L’Enac diffida l’Inapi per le notizie (false) sulla futura cessazione del patronato

L’Enac chiarisce e diffida il patronato Inapi a diffondere notizie lesive nei confronti del nostro patronato. Attraverso una comunicazione, pubblicata nella pagina Facebook “Fenapi Group”, il patronato INAPI preannuncia la prossima cessazione di quei patronati che non superano la quota dell’1,5% prevista dall’articolo 16 della legge 152/2001. Tra questi inserisce, erroneamente anche l’Enac.

PERCHE’ L’ENAC NON RISCHIA LA CESSAZIONE
Il patronato Enac è stato riconosciuto in via definitiva nel 2010, quattro anni prima l’entrata in vigore della disposizione della legge 152/2001. Inoltre, essendo stato promosso dall’UCI, organizzazione sindacale agricola, non necessita l’apertura di sedi in almeno 8 Stati stranieri. Attraverso l’avvocato Angelo Cugini, il nostro presidente Agostino Padovani, ha diffidato l’Inapi perché: rettifichi la notizia e non contatti le sedi territoriali dell’Enac per farle migrare nel loro patronato.

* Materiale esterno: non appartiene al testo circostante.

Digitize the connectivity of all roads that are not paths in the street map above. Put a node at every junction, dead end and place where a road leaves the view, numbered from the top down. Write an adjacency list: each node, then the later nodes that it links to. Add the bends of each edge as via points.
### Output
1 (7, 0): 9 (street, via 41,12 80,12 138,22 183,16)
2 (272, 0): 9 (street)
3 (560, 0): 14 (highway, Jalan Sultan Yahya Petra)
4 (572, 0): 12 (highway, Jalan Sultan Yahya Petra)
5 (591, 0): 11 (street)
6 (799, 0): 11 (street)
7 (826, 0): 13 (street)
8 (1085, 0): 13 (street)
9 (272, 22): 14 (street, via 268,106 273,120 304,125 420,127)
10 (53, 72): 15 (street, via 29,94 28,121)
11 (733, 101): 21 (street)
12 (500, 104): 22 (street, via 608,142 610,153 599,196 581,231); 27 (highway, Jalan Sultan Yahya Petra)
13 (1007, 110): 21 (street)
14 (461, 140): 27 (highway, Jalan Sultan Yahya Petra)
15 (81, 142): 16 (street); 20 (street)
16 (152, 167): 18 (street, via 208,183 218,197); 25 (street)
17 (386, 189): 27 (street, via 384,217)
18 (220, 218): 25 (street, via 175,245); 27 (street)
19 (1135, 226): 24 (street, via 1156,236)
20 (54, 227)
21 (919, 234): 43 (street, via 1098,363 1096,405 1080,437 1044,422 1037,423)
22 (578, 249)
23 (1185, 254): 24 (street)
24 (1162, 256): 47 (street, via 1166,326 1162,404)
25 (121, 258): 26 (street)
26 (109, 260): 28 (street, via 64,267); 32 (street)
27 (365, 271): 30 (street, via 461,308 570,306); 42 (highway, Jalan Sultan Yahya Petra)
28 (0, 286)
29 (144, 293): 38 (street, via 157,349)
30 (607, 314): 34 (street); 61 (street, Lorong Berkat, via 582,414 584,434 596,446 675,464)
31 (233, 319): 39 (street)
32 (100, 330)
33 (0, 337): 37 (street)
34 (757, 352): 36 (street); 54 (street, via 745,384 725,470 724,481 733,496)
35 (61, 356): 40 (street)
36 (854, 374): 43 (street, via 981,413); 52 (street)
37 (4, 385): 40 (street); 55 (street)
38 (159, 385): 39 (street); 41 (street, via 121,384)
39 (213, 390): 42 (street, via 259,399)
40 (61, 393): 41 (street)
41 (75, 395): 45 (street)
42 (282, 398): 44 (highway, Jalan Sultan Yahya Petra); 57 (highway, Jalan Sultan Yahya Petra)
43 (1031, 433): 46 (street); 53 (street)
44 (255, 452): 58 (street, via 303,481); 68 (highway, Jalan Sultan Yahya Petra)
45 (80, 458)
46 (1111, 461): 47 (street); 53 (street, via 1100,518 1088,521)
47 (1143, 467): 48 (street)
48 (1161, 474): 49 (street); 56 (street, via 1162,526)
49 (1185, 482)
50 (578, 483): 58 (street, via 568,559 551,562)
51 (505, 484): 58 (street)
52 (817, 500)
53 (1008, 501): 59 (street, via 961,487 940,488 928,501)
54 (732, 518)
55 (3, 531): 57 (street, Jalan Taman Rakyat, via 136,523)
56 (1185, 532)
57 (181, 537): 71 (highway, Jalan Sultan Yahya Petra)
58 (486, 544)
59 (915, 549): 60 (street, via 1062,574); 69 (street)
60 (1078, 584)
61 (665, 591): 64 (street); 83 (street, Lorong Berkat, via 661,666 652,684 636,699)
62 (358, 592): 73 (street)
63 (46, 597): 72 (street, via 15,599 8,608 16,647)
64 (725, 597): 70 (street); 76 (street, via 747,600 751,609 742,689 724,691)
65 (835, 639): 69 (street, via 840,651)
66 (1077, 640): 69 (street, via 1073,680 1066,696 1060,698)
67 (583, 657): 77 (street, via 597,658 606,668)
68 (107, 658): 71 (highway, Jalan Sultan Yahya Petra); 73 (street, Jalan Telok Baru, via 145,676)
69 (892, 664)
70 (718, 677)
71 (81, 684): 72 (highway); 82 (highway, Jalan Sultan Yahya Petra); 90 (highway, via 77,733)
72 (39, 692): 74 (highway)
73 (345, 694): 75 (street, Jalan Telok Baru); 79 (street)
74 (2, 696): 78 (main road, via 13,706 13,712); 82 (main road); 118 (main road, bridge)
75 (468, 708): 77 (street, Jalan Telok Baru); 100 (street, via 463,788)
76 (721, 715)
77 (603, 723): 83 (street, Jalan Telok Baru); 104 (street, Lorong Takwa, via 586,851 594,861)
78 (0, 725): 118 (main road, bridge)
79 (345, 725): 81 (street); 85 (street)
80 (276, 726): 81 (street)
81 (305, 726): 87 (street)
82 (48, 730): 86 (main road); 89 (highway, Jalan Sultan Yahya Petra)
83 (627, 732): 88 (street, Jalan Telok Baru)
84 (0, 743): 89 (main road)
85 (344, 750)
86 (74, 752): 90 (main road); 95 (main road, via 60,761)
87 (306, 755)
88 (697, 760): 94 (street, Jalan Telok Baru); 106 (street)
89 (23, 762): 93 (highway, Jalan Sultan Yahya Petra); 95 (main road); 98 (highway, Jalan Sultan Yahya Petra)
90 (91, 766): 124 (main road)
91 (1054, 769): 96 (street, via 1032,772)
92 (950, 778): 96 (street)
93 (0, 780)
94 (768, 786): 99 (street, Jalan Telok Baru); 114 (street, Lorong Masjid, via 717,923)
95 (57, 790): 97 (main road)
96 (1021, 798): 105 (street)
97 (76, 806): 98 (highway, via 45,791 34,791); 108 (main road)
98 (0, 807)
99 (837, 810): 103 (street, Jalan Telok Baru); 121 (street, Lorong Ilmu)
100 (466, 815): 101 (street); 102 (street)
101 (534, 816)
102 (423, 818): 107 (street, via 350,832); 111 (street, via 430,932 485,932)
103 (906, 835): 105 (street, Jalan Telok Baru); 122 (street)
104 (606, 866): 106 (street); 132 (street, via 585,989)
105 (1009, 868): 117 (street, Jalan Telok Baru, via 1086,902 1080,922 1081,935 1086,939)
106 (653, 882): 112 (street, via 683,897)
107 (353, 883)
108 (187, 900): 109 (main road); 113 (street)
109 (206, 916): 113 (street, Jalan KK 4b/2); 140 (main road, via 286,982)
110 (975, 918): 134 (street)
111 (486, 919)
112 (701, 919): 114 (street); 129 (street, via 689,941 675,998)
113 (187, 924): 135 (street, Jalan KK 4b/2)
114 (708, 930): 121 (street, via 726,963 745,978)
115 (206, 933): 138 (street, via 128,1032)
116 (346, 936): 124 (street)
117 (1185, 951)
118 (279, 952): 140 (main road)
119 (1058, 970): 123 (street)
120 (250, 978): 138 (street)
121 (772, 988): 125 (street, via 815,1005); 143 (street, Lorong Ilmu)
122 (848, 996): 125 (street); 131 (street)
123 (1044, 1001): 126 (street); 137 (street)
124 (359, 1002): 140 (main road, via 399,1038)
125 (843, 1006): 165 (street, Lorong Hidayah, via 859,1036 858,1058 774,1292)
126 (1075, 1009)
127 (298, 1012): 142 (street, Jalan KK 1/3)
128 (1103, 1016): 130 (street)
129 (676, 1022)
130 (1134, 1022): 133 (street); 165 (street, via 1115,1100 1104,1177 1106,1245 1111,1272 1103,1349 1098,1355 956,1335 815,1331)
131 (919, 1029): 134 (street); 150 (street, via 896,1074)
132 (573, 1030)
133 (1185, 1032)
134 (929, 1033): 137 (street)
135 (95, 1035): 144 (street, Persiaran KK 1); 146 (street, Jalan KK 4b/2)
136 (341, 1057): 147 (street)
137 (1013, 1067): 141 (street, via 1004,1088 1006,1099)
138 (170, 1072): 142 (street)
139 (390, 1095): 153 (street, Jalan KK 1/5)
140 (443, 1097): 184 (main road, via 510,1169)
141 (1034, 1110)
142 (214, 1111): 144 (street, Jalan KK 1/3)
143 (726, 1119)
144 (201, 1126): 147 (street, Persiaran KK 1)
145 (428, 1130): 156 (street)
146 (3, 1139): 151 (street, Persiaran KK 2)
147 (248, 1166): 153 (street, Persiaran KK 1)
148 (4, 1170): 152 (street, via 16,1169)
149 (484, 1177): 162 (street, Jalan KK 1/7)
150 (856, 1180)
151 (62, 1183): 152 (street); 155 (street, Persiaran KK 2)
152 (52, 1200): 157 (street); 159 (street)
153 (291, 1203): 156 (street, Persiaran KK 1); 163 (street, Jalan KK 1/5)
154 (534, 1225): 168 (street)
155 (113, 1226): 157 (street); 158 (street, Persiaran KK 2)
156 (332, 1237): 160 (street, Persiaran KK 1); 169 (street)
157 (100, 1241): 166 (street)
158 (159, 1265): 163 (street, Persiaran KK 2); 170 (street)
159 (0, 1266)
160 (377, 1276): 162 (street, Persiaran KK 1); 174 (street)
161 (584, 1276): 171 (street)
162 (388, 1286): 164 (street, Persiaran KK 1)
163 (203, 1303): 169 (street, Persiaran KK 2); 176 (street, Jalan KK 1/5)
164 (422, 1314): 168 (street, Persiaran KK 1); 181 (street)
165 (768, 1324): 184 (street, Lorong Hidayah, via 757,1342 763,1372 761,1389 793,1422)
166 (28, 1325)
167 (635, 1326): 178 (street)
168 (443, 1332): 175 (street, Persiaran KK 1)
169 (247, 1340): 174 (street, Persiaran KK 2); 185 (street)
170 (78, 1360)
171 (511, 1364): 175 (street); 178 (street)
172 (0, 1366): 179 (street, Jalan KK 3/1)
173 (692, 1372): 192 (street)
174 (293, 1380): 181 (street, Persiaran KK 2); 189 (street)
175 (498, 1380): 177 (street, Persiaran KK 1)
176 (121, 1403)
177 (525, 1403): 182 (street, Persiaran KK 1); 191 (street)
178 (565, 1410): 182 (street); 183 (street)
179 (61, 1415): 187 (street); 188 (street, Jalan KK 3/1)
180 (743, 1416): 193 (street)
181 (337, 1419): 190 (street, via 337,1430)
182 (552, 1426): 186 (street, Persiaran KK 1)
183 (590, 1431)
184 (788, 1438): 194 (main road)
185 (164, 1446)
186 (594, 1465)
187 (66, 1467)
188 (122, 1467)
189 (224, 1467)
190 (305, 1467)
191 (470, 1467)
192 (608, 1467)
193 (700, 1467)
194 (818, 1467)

LA DICHIARAZIONE DEL PRESIDENTE PADOVANI
«Dal riconoscimento definitivo avuto nell’aprile del 2010, l’Enac ha saputo crescere aumentando di anno in anno la propria attività: dimostrazione sono le statistiche Marte Inps e le statistiche Ministeriali. Questo piccolo successo è merito delle nostre sedi aperte in tutto il territorio nazionale. Esprimo con orgoglio la mia stima nei confronti di tutti i dirigenti, i responsabili, gli operatori e i collaboratori. Grazie al loro impegno stiamo crescendo e continueremo a farlo insieme. Ogni passo avanti è il risultato di molte ore di duro lavoro e del vaglio di nuove idee. Spero che vi unirete a me nel pensare al futuro e a ciò che potete fare per rendere sempre più alta la qualità dei servizi per un patronato e un sindacato sempre più forte. Un saluto a tutti e avanti tutta».

LA REAZIONE DELL’UCI
«La nostra reazione agli attacchi scorretti subiti ieri ed oggi» spiega una nota dell’UCI «deve costituire lo sprone a espanderci e a crescere ancora di piùt sul Territorio, con la lealtà ed il coraggio di sempre: del resto, si tende a screditare chi é fortemente temuto! Buon lavoro a tutto il mondo UCI».

LE PAROLE DEL PRESIDENTE SERPILLO
«Come potete costatare c’è sempre qualcuno che si occupa delle nostre attività nel tentativo di fare danno! Credo che meritino una risposta corale e forte da tutti i nostri dirigenti e operatori. Respingeremo al mittente le illazioni e il tentativo strumentale! Del resto non è la prima volta e riceverà un’adeguata risposta anche in questa occasione… Un saluto affettuoso a tutti e un impegno da tutti noi a fare ancora di più e meglio per lo sviluppo e la crescita dell’Unione Coltivatori Italiani».